Ini yang ke tujuh kalinya Ardan membujuk Ule untuk tetap ikut bersama Sitsul menyaksikan tradisi Manene. Namun ke tujuh kali itu pun Ule menolak. Bahkan ia ingin pulang segera jika Ardan memaksanya untuk yang ke delapan kali. Ardan sendiri tak bisa berbuat apa-apa, ia mengerti posisi Ule. Dan di sisi lain, Ardan merasa tak enak jika membatalkannya.
“Lo masih sayang Resi...?” tanya Ardan hati-hati.
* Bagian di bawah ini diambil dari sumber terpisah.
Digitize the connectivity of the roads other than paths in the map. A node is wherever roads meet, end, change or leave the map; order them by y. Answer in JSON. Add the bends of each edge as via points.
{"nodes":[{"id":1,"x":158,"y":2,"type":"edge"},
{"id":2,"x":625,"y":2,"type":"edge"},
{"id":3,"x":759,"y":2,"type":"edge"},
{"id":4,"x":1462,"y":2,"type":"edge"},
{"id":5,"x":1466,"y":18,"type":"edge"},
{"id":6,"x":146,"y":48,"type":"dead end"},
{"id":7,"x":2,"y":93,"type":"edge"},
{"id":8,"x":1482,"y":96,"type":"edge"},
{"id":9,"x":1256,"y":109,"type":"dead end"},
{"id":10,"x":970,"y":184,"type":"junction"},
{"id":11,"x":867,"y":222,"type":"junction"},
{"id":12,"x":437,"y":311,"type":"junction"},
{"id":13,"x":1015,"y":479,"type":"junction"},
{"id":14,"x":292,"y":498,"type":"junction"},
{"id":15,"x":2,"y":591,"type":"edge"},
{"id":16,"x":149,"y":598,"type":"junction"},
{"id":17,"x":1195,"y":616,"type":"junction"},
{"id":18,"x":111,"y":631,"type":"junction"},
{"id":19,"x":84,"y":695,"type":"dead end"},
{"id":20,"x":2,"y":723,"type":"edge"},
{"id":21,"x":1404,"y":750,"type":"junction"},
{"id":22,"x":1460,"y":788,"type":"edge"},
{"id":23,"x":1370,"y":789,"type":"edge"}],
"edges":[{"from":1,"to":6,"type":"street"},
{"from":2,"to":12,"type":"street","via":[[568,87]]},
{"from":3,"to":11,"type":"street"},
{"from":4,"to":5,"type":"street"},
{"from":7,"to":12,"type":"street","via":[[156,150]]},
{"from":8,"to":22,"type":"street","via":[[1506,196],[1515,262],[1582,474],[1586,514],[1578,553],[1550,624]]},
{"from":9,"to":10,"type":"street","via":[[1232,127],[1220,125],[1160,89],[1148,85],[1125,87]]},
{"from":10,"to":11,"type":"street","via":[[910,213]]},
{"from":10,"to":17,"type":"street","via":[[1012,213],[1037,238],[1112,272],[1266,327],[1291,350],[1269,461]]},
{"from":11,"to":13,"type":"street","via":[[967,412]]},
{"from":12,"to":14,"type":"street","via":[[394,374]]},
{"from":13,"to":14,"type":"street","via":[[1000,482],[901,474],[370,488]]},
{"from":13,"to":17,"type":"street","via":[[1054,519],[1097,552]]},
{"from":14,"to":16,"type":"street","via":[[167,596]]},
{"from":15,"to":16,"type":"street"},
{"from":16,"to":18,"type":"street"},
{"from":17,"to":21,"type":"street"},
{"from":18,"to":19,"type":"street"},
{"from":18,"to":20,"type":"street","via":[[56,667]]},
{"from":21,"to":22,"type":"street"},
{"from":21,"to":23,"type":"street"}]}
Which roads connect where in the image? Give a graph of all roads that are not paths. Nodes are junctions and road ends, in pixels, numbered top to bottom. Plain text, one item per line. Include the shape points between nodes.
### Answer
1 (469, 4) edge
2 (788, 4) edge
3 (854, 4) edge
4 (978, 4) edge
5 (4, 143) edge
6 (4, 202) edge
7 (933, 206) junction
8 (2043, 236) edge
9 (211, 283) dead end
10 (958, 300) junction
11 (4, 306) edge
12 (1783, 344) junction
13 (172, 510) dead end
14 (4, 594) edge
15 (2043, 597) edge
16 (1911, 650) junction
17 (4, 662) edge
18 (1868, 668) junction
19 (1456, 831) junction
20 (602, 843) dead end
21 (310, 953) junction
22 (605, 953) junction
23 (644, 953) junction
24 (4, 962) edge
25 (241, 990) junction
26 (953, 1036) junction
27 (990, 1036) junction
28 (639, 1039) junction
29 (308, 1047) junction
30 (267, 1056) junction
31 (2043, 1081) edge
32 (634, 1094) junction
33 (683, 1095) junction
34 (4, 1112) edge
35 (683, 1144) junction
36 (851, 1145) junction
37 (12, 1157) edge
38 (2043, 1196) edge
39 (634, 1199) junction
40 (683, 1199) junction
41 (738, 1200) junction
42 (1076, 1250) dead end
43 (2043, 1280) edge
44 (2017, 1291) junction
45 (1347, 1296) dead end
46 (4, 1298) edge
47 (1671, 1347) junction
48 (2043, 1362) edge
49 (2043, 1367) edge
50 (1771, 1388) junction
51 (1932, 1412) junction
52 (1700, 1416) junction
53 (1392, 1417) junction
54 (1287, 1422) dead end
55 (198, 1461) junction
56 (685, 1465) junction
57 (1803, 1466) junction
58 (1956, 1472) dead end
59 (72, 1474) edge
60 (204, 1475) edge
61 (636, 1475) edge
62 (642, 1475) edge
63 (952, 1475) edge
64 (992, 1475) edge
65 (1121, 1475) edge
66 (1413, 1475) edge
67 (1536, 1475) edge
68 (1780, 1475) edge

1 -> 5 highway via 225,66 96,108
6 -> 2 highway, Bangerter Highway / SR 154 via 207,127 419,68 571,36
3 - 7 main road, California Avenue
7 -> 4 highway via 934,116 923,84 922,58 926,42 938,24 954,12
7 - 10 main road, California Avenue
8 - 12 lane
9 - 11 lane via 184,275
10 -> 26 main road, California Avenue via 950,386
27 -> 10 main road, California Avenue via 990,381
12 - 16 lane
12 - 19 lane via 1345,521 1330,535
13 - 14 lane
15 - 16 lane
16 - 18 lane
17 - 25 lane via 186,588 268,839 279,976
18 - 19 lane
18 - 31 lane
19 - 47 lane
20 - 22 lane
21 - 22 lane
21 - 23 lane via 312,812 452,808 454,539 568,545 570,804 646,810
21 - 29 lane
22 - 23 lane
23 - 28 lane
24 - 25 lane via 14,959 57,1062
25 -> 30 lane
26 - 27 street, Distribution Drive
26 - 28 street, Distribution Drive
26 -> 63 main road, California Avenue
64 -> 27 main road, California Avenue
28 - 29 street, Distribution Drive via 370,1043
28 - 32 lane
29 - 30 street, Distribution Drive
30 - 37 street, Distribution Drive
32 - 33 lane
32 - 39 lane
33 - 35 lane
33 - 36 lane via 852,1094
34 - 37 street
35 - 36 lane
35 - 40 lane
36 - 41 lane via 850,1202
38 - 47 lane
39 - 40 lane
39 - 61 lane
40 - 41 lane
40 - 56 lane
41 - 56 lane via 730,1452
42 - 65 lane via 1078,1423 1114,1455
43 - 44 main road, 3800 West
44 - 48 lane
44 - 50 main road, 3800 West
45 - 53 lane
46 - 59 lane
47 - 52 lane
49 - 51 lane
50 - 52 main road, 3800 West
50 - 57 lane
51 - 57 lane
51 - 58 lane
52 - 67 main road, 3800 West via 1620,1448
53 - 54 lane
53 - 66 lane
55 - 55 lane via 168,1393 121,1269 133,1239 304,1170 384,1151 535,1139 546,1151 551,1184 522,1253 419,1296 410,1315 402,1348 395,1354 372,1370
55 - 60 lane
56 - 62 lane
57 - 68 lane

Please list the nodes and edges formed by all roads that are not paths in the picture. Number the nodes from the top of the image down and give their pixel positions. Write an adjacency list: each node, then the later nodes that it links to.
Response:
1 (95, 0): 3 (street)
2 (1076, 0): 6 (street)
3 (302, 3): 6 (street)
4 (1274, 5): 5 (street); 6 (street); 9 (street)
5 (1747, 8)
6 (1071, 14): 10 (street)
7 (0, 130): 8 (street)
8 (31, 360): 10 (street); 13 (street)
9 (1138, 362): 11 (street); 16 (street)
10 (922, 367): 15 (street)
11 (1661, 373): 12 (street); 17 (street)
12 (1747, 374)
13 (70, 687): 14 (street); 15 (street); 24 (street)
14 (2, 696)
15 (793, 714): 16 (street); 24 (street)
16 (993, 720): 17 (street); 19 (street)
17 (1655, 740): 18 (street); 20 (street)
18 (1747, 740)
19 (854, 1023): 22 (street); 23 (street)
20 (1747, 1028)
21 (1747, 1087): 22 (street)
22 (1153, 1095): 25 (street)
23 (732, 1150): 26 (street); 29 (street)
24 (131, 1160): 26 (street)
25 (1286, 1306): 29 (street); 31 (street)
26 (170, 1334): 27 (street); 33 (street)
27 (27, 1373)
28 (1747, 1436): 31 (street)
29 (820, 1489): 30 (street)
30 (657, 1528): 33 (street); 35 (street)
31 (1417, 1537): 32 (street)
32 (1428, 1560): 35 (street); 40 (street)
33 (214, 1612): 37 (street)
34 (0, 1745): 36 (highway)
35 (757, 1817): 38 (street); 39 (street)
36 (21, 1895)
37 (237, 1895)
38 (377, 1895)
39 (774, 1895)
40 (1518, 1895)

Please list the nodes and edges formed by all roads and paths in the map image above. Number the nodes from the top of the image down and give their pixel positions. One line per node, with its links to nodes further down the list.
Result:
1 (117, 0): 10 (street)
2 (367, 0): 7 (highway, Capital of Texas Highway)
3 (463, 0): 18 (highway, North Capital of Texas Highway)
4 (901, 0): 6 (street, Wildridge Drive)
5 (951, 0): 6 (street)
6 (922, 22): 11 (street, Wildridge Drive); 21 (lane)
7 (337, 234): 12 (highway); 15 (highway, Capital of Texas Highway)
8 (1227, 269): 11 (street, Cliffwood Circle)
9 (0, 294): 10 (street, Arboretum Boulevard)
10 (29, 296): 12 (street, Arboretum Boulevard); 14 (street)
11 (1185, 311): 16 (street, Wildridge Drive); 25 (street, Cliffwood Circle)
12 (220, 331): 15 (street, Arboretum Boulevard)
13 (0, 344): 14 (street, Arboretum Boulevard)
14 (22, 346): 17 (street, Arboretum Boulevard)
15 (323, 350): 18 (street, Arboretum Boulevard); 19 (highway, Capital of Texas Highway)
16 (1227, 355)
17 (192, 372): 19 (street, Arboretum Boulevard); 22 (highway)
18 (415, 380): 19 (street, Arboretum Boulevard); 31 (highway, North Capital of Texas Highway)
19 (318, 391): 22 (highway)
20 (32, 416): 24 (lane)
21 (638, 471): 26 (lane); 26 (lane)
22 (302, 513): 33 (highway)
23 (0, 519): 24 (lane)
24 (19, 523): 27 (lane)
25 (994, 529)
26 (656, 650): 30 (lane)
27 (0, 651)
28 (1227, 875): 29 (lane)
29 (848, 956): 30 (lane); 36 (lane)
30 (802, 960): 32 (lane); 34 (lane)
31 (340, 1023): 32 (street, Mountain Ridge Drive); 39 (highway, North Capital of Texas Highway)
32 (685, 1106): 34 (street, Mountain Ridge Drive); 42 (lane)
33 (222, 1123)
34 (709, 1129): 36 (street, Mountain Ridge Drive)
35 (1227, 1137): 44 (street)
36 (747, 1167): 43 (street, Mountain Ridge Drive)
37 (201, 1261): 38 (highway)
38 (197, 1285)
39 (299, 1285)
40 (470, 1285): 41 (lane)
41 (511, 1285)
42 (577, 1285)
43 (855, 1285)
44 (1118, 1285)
Ule memutar bola matanya, “Kalau masih sayang kenapa? Kalau udah enggak sayang kenapa!?”
Ardan selalu kekurangan dan kehabisan kata jika berhadapan dengan Ule, padahal niatnya baik untuk menanyakan hal yang menjadi masalah besarnya selama setahun terakhir. Ardan bingung mau membantu dengan cara apa agar Ule benar-benar melupakan Resi.
Bagaimana gue bisa bantu, Le. Elo aja enggan terbuka, padahal kita sahabatan udah lama banget!
“Gue nanya serius, Le.” Ardan menyorot ke Ule.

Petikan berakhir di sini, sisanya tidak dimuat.